Bawaslu Kabupaten Sikka memperkuat koordinasi pengawasan demokrasi dengan menyambangi Partai Gelora Kabupaten Sikka dalam agenda konsolidasi kelembagaan di luar tahapan pemilu.
Pertemuan yang berlangsung di Kecamatan Alok Timur tersebut dipimpin Ketua Bawaslu Sikka, Florita Idah Djuang, bersama jajaran komisioner dan staf. Kedatangan rombongan disambut pengurus DPD Partai Gelora Kabupaten Sikka dalam suasana dialog terbuka dan konstruktif.

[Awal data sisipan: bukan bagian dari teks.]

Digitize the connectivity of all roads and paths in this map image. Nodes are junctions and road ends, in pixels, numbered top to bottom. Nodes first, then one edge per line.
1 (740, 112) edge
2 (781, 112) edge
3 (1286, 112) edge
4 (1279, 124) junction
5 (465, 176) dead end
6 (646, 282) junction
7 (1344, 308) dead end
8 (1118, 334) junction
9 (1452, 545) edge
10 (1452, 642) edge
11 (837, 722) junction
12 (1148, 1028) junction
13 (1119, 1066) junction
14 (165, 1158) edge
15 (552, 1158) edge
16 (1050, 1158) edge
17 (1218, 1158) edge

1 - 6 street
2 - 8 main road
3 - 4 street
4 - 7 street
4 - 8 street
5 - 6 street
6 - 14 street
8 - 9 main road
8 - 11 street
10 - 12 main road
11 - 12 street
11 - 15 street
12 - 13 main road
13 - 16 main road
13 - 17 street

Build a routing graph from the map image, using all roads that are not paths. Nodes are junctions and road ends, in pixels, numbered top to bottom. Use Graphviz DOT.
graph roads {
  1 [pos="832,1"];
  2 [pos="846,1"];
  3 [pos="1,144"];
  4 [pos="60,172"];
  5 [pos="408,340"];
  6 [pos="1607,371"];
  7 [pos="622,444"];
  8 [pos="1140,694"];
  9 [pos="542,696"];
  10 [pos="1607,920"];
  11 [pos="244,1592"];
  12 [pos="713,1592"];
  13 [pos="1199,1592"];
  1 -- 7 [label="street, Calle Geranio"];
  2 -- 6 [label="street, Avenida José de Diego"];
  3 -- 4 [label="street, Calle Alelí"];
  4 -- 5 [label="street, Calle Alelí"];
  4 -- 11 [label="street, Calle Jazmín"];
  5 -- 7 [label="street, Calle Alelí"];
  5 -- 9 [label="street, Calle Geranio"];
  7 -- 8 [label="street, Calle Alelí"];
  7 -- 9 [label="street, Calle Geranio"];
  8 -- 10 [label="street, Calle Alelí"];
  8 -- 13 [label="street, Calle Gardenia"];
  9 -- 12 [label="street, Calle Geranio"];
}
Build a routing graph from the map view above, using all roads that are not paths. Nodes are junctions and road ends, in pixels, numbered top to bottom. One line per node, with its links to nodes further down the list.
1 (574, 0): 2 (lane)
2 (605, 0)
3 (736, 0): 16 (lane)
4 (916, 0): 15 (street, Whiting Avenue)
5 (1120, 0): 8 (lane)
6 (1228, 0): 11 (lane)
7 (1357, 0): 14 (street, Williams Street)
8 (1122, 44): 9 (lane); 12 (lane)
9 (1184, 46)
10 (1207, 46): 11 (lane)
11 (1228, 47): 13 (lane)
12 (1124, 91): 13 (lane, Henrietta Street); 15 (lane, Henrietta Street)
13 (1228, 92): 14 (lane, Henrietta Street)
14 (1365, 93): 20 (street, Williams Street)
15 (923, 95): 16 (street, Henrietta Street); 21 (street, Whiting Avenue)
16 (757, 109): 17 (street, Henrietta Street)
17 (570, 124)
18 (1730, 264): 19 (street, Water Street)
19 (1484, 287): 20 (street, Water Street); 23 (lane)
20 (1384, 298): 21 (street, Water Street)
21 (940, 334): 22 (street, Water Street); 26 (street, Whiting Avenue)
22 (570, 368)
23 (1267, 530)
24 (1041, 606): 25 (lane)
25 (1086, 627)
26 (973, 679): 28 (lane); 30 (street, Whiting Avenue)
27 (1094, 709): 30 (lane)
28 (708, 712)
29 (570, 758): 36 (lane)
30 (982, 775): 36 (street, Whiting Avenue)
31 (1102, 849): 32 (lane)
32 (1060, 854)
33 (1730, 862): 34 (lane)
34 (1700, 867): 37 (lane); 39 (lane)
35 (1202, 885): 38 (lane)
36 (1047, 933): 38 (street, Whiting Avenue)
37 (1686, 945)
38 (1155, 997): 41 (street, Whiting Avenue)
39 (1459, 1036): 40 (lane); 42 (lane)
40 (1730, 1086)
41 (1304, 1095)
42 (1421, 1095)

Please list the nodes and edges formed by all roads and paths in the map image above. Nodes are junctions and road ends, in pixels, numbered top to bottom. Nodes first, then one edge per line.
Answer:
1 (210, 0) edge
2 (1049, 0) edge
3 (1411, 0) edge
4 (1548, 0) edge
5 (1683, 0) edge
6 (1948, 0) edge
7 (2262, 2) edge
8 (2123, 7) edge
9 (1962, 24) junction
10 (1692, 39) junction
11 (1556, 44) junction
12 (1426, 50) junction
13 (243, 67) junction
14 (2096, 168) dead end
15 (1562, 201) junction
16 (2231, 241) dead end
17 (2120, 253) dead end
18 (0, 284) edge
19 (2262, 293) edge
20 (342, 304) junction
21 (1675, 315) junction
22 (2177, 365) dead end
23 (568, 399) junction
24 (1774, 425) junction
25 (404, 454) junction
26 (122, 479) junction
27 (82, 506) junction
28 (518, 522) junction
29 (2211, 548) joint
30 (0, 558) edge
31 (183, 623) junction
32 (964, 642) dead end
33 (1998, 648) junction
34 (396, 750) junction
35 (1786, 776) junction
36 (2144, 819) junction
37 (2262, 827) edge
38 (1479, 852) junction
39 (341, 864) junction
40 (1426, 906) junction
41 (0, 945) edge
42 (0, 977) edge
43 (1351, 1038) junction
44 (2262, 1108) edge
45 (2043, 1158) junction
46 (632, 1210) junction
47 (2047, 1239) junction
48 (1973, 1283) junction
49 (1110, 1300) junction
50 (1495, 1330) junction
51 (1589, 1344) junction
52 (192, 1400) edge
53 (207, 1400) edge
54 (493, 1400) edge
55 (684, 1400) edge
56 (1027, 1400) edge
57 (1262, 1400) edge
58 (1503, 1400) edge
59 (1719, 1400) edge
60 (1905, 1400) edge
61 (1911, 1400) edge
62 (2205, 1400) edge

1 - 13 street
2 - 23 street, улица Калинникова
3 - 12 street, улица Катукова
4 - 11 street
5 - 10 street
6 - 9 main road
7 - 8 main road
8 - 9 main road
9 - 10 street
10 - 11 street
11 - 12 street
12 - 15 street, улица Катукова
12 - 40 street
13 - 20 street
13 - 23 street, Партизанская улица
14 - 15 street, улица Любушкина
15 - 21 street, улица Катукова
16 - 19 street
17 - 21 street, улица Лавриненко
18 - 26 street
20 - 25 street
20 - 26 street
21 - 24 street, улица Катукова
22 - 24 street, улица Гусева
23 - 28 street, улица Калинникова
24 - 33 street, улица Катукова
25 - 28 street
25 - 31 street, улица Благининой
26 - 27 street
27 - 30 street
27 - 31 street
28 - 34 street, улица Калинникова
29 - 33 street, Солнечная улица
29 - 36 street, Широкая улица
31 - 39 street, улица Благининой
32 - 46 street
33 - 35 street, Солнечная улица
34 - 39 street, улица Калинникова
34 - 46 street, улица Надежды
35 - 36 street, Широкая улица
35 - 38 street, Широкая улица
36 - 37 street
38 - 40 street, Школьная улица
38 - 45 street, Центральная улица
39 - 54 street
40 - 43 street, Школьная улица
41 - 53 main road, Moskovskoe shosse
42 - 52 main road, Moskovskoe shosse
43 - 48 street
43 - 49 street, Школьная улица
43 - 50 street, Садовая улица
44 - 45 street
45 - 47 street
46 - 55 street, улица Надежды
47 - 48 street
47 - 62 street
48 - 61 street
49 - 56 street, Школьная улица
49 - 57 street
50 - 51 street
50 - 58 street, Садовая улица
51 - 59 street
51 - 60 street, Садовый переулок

Florita menyampaikan bahwa Partai Gelora menjadi partai politik pertama yang dikunjungi Bawaslu Sikka sepanjang 2026 sebagai upaya membangun sinergi lebih awal antara lembaga pengawas dan peserta politik. Menurutnya, koordinasi yang baik diperlukan untuk menjaga proses demokrasi tetap jujur, adil, dan berintegritas.
Dalam pertemuan tersebut, sejumlah isu strategis turut dibahas, mulai dari pencegahan politik uang, penyebaran hoaks politik, hingga mekanisme penyelesaian sengketa pemilu sesuai aturan hukum yang berlaku. Bawaslu juga mendorong penguatan pengawasan partisipatif di tengah masyarakat.
Anggota Bawaslu Sikka, Muhajir Latif, menilai praktik politik uang masih menjadi ancaman serius bagi kualitas demokrasi lokal sehingga langkah pencegahan harus dilakukan sejak dini. Sementara itu, Yohanes Ariski menekankan pentingnya edukasi regulasi pemilu agar masyarakat memahami proses penyelesaian sengketa secara konstitusional.
Ketua DPD Partai Gelora Sikka, Nasir Thamrin, menyambut positif langkah Bawaslu dalam membangun komunikasi lintas kelembagaan guna menjaga kualitas demokrasi di Kabupaten Sikka. Pertemuan ditutup dengan komitmen bersama untuk memperkuat pengawasan partisipatif dan menjaga iklim demokrasi yang sehat di daerah.